SIY Reading Challenge [Jan-March]

SIY Reading Challenge #3
For Jan to March period I’m going to follow the SIY (Set It Yourself) reading challenge at Bookcrossing forum here. There is also a webpage by fellow BCer to keep track of people’s goals.

So my goal is:
2 award winning books (which could also be 1001 books)
2 1001 books (which could also be award winning books)
2 books from bookcrossers

Apart from those, I’ve got the first Harry Potter borrowed from a friend and I spare some space for potential bookring/ray coming my way. I keep the list small so I won’t have too much pressure :). Just need to make sure that I won’t add more books into my ToBeRead pile, because I think it reaches to around 50 books now (I don’t wanna count exactly cos it’s scary). Will keep track of what I read for the next 3 months here.

When We Were Orphans by Kazuo Ishiguro

When We Were Orphans - Kazuo IshiguroThis book is the first book I got from Bookcrosser, sent direct from Sri Lanka :). Finally I’ve got a chance to read it and really, am quite happy with it. The book is on the Booker shortlist 2000. The author is Japanese-born who migrated to Britain since he was 5. So throughout the novel it all feels very English. I could hear the English accent in my head as I read it.

It’s a story about Christopher Banks, who is a famous detective in London. He grew up in Shanghai, before he left the city because of the loss of his parents. Eventually he went back to Shanghai to “solve the case” and looked for his parents. I found that the characters are quite interesting. The parents, the Japanese childhood friend, the English lady who always crossed path with Christopher, the orphan who Christopher took in. They’re not.. typical. Really, quite fascinating.
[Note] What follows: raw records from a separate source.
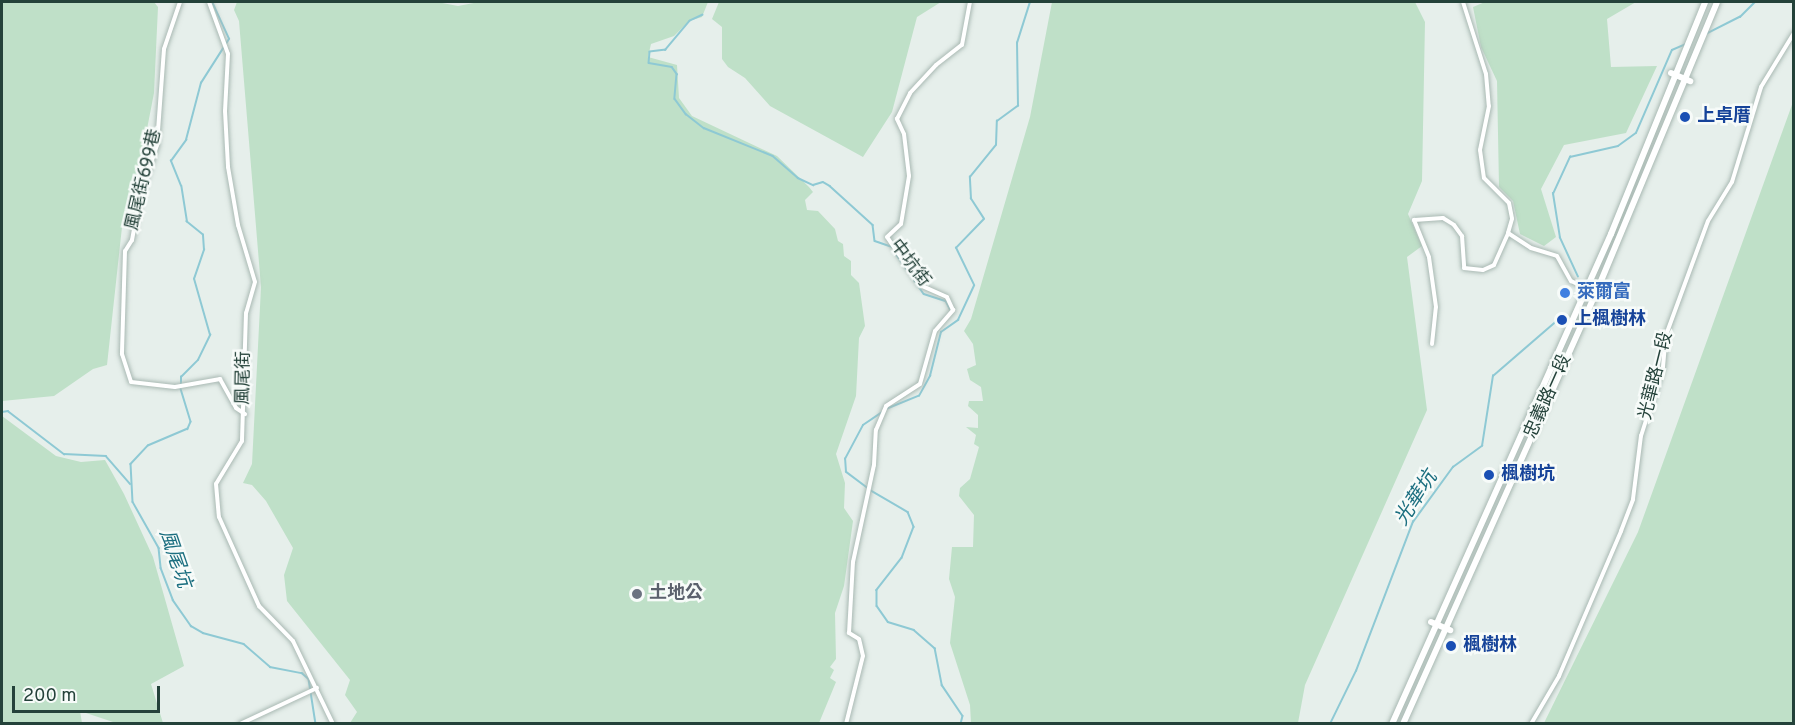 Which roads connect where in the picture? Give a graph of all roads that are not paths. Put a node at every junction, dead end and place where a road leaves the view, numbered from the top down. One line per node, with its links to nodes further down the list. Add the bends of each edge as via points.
1 (180, 2): 14 (street, 風尾街699巷, via 164,49 157,145 125,251 122,354 131,382 178,386 220,380 236,408)
2 (209, 2): 14 (street, 風尾街, via 228,54 228,167 238,225 255,282 246,313)
3 (970, 2): 22 (street, 中坑街, via 962,45 910,93 897,119 904,134 909,176 901,224 887,237 920,285 947,297 952,312 935,331 920,384 885,409 874,436 870,479 853,562 849,633 859,639 863,656)
4 (1463, 2): 10 (street, via 1486,74 1489,106 1480,150 1484,178 1509,203 1512,219)
5 (1705, 2): 8 (main road, 忠義路一段)
6 (1717, 2): 9 (main road, 忠義路一段)
7 (1794, 33): 25 (street, 光華路一段, via 1761,87 1732,182 1708,221 1666,335 1663,367 1641,436 1633,499 1621,531 1559,676)
8 (1673, 73): 9 (main road); 11 (main road, 忠義路一段)
9 (1688, 80): 12 (main road, 忠義路一段)
10 (1508, 233): 11 (street, via 1531,248 1557,256 1570,281); 13 (street, via 1494,265 1476,270 1464,268 1462,236 1454,225 1443,218 1414,220 1429,257 1436,307)
11 (1585, 289): 12 (street); 15 (main road, 忠義路一段)
12 (1598, 294): 16 (main road, 忠義路一段)
13 (1432, 344)
14 (245, 414): 19 (street, 風尾街, via 238,453 216,484 219,517 243,561 259,606 293,641)
15 (1511, 448): 16 (main road); 17 (main road, 忠義路一段)
16 (1526, 455): 18 (main road, 忠義路一段)
17 (1433, 623): 18 (main road); 23 (main road, 忠義路一段)
18 (1447, 629): 24 (main road, 忠義路一段)
19 (316, 688): 20 (street); 21 (street, 風尾街)
20 (240, 723)
21 (333, 723)
22 (846, 723)
23 (1392, 723)
24 (1403, 723)
25 (1531, 723)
I think the book is very well written. The pace is quite slow at some places, but somehow I don’t mind. I enjoyed the words and everything he worded. Ishiguro is a good author. No wonder he has so many award winning novels. Definitely someone whose books I will watch out. His next book on my shelf is The Remains of the Day, which is the winner of Booker Prize in 1989 (which I got from my favorite used bookshop for a whooping one buck, still in jolly good condition :).

Ratings: 3.5 out of 5
Slow and enjoyable. I imagine it’s not something for everyone. It’s not a bad start at all for Ishiguro’s works.
Yes he added quite a few words into my vocabulary.

Memorable Quotes

Can you imagine an English gentleman with thick English accent saying this line: (easily the most hilarious line in the book)
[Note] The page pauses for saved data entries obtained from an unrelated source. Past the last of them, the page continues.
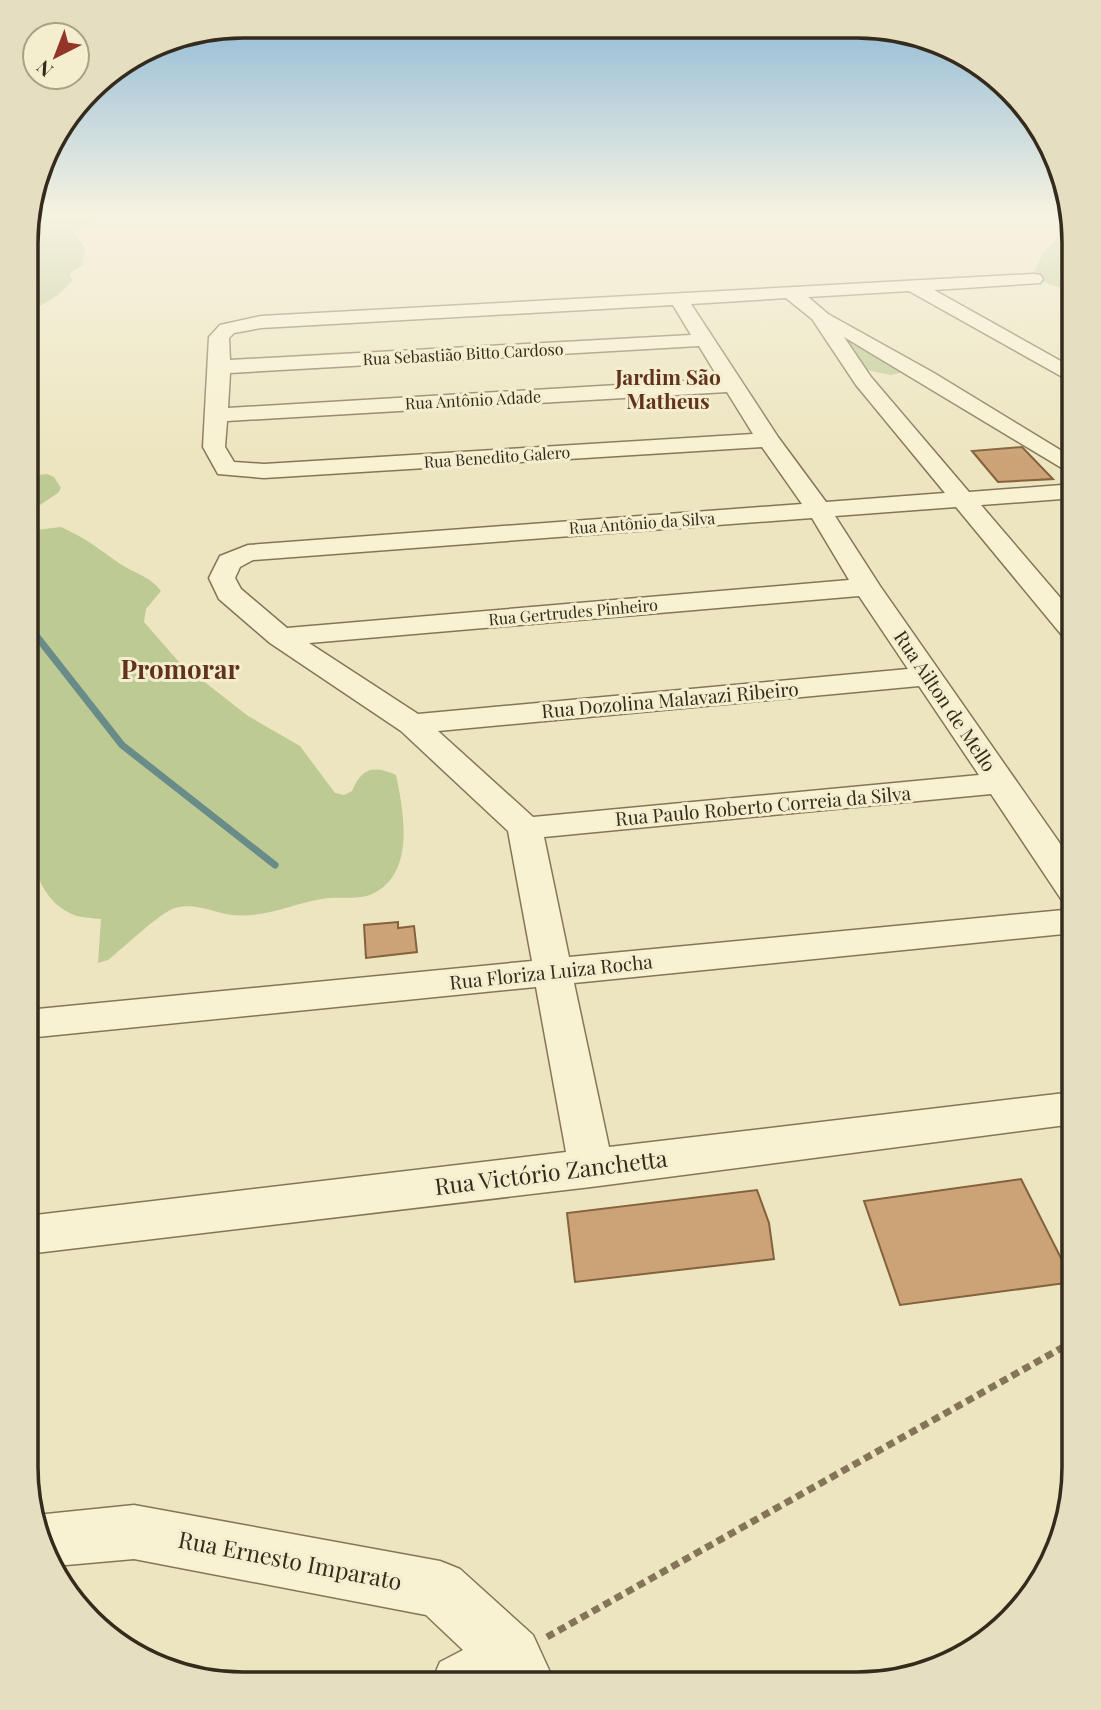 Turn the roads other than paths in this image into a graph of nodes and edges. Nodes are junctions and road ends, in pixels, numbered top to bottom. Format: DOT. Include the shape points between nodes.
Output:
graph roads {
  1 [pos="700,297"];
  2 [pos="796,297"];
  3 [pos="932,297"];
  4 [pos="678,298"];
  5 [pos="819,315"];
  6 [pos="705,340"];
  7 [pos="220,367"];
  8 [pos="1062,371"];
  9 [pos="927,377"];
  10 [pos="863,381"];
  11 [pos="732,385"];
  12 [pos="215,415"];
  13 [pos="768,440"];
  14 [pos="1062,461"];
  15 [pos="1062,492"];
  16 [pos="963,498"];
  17 [pos="819,510"];
  18 [pos="867,587"];
  19 [pos="1062,617"];
  20 [pos="280,637"];
  21 [pos="928,676"];
  22 [pos="412,724"];
  23 [pos="1001,783"];
  24 [pos="525,828"];
  25 [pos="1062,873"];
  26 [pos="1062,923"];
  27 [pos="551,972"];
  28 [pos="38,1023"];
  29 [pos="1062,1110"];
  30 [pos="591,1169"];
  31 [pos="38,1233"];
  32 [pos="52,1539"];
  33 [pos="519,1670"];
  1 -- 4 [label="street"];
  2 -- 5 [label="street"];
  3 -- 8 [label="street"];
  4 -- 6 [label="street, Rua Ailton de Mello"];
  4 -- 7 [label="street" via="261,322 227,329 219,337"];
  5 -- 9 [label="street"];
  5 -- 10 [label="street"];
  6 -- 7 [label="street, Rua Sebastião Bitto Cardoso"];
  6 -- 11 [label="street, Rua Ailton de Mello"];
  7 -- 12 [label="street"];
  9 -- 10 [label="street"];
  9 -- 14 [label="street"];
  10 -- 16 [label="street"];
  11 -- 12 [label="street, Rua Antônio Adade"];
  11 -- 13 [label="street, Rua Ailton de Mello"];
  12 -- 13 [label="street, Rua Benedito Galero" via="214,447 226,469 277,471"];
  13 -- 17 [label="street, Rua Ailton de Mello"];
  15 -- 16 [label="street, Rua Antônio da Silva"];
  16 -- 17 [label="street, Rua Antônio da Silva"];
  16 -- 19 [label="street"];
  17 -- 18 [label="street, Rua Ailton de Mello"];
  17 -- 20 [label="street, Rua Antônio da Silva" via="248,553 229,562 222,578 229,593"];
  18 -- 20 [label="street, Rua Gertrudes Pinheiro"];
  18 -- 21 [label="street, Rua Ailton de Mello"];
  20 -- 22 [label="street"];
  21 -- 22 [label="street, Rua Dozolina Malavazi Ribeiro"];
  21 -- 23 [label="street, Rua Ailton de Mello"];
  22 -- 24 [label="street"];
  23 -- 24 [label="street, Rua Paulo Roberto Correia da Silva"];
  23 -- 25 [label="street, Rua Ailton de Mello"];
  24 -- 27 [label="street"];
  26 -- 27 [label="street, Rua Floriza Luiza Rocha"];
  27 -- 28 [label="street, Rua Floriza Luiza Rocha"];
  27 -- 30 [label="street"];
  29 -- 30 [label="street, Rua Victório Zanchetta"];
  30 -- 31 [label="street, Rua Victório Zanchetta"];
  32 -- 33 [label="street, Rua Ernesto Imparato" via="134,1532 440,1589"];
}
“It appears to be quite permissible here to employ surprisingly rough shoves to get people out of one’s way. Though I have not yet found the nerve to take advantage of this license myself, I have already witnessed on a number of occasions refined ladies at society gatherings giving the most peremptory pushes without provoking as much as a murmur.” ~ p164, Christopher on Shanghai

Charming ;)

“She was very beautiful when she was younger. The most beautiful flower, my good sir. You cannot imagine. In this respect, I am like a Westerner in my heart. I have never wanted any wife but her. One wife, quite enough. Of course, I took others. I am Chinese, after all, even if I have lived all my life here in the foreigners’ city. I felt obliged to take other wives. But she is the one I truly cared for. The others have all gone now, and she is left. I miss the others, but I’m glad, in my heart I’m glad that in our old age, it is just the two of us again.” ~ p205 … “Certain kinds of beauty never fade.” ~ p210

Might have been one of my favorite parts. The part where Christopher talked to old Chinese man about the differences between Western and Chinese customs, how it’s quite inevitable at times to resist what’s accepted as culture.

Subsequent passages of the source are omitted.